UNITED STATES DISTRICT COURT DISTRICT OF COLUMBIA


May 28, 1956

Eino Aulis KIVIRANTA, Plaintiff,
v.
Herbert BROWNELL, Jr., Attorney General of the United States, Defendant

The opinion of the court was delivered by: THOMASON

This is an action to review a final deportation order of the Attorney General and for a declaratory judgment that plaintiff is not barred from citizenship by virtue of his claim for draft exemption pursuant to Section 3(a) of the Selective Training and Service Act of 1940, 50 U.S.C. ยง 303(a) *fn1" which reads in part as follows:

'(a) Except as otherwise provided in this Act, every male citizen of the United States, and every other male person residing in the United States, who is between the ages of nineteen and forty-five, at the time fixed for his registration, or who attains the age of nineteen after having been required to register pursuant to section 2 of this Act, shall be liable for training and service in the land or naval forces of the United States; Provided, That any citizen or subject of a neutral country shall be relieved from liability for training and service under this Act if, prior to his induction into the land or naval forces, he has made application to be relieved from such liability in the manner prescribed by and in accordance with rules and regulations prescribed by the President, but any person who makes such application shall thereafter be debarred from becoming a citizen of the United States * * *.'

 Plaintiff, a citizen of Finland, originally entered the United States as a seaman in 1939. He thereafter shipped out as a seaman on several occasions, returning to the United States on September 7, 1942. He was classified as available for military service, but when called before the draft in March of 1943 he signed a Form DSS 301 claiming exemption as a neutral alien, although he claims he did not understand the proceedings because of language difficulties and only indicated that he preferred to serve in the Navy rather than the Army.
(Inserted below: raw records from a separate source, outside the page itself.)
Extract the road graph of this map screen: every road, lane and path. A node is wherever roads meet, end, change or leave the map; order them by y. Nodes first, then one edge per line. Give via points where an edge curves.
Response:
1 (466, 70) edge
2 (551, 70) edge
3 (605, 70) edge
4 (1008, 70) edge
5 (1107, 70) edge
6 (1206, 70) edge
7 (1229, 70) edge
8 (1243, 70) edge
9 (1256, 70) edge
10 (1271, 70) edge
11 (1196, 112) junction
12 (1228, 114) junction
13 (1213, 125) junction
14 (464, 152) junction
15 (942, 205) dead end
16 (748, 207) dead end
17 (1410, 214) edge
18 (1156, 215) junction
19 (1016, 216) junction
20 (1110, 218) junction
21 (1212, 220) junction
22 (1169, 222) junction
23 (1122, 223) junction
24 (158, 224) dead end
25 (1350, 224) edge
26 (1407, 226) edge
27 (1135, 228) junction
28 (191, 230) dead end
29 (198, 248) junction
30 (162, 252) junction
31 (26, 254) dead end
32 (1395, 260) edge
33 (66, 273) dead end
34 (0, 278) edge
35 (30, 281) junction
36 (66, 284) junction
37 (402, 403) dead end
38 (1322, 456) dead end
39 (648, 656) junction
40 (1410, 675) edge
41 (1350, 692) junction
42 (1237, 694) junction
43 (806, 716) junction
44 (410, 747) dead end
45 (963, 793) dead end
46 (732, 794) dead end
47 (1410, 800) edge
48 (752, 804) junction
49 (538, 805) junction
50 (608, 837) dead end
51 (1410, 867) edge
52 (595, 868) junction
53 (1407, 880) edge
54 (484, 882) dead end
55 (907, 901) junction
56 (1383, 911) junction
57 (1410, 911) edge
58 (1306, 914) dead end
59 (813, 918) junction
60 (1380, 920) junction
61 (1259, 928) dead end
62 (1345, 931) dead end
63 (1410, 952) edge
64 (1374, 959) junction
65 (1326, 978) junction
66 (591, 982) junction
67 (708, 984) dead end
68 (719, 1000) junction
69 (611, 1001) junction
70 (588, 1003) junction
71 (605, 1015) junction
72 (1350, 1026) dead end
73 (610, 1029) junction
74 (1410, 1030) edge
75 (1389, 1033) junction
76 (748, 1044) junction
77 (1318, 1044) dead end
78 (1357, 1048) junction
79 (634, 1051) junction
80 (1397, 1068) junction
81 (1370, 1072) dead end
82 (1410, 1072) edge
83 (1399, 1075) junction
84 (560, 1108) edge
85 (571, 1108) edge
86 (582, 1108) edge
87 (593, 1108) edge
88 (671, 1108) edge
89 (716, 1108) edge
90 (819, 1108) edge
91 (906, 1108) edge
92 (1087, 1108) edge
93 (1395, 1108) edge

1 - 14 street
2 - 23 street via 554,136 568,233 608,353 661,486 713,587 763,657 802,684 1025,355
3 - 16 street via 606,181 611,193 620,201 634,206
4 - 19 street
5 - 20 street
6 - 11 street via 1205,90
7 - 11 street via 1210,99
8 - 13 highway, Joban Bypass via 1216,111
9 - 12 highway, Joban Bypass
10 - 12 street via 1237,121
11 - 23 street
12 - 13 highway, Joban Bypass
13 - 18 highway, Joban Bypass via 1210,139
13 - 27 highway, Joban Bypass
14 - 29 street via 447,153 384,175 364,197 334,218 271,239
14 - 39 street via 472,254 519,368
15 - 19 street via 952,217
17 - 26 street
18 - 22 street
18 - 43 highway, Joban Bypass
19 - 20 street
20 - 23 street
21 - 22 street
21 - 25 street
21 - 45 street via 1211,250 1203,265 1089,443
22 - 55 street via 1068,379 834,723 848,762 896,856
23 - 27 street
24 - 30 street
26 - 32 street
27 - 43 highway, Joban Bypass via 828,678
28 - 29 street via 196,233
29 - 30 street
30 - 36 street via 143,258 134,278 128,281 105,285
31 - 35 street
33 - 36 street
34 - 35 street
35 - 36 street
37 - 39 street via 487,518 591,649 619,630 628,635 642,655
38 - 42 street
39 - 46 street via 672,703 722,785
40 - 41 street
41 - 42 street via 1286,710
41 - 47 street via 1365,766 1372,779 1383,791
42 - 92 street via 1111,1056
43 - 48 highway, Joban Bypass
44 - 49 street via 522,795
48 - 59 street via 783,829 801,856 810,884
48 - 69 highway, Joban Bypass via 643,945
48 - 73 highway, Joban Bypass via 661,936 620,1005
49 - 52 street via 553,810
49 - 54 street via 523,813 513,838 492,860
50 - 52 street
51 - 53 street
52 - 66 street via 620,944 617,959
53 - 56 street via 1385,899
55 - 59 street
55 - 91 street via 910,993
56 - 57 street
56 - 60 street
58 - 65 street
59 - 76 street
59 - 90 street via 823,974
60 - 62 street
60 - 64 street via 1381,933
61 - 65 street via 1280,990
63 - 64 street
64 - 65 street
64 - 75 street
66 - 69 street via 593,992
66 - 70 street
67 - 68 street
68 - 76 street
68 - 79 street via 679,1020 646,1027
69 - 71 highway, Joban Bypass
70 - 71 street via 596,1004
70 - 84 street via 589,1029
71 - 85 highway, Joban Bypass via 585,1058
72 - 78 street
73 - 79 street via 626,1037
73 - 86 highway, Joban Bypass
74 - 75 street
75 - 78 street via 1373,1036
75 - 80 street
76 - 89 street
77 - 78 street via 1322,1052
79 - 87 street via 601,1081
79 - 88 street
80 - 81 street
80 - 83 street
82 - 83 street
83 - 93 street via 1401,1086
It appears that in May, 1944, plaintiff's hearing was ordered reopened by the Board of Immigration Appeals to permit him to volunteer for service in the United States Navy and that on December 22, 1944, he reported for induction; however, at the pre-induction physical examination he was found physically unfit and classified 4F. Deportation proceedings instituted in 1951 resulted in an order in 1953 directing that plaintiff leave the United States. On June 10, 1953, the Board of Immigration Appeals denied him discretionary relief in the form of suspension of deportation or pre-examination upon the ground that he was ineligible for citizenship by reason of having clamed draft exemption as a neutral alien. On October 30, 1953, plaintiff filed this complaint.

 To escape the bar to citizenship created by the statute plaintiff contends (1) that his subsequent attempt to serve in the Armed Forces relieved him from the bar; (2) that under the doctrine of McGrath v. Kristensen, 1950, 340 U.S. 162, 71 S. Ct. 224, 95 L. Ed. 173, he was not a resident within the meaning of the Act and therefore his exemption claim was of no legal effect; and (3) that he did not understand the proceedings when before the draft board and thus did not 'knowingly and intentionally waive his rights to citizenship', as required by Moser v. United States, 1951, 341 U.S. 41, 71 S. Ct. 553, 95 L. Ed. 729.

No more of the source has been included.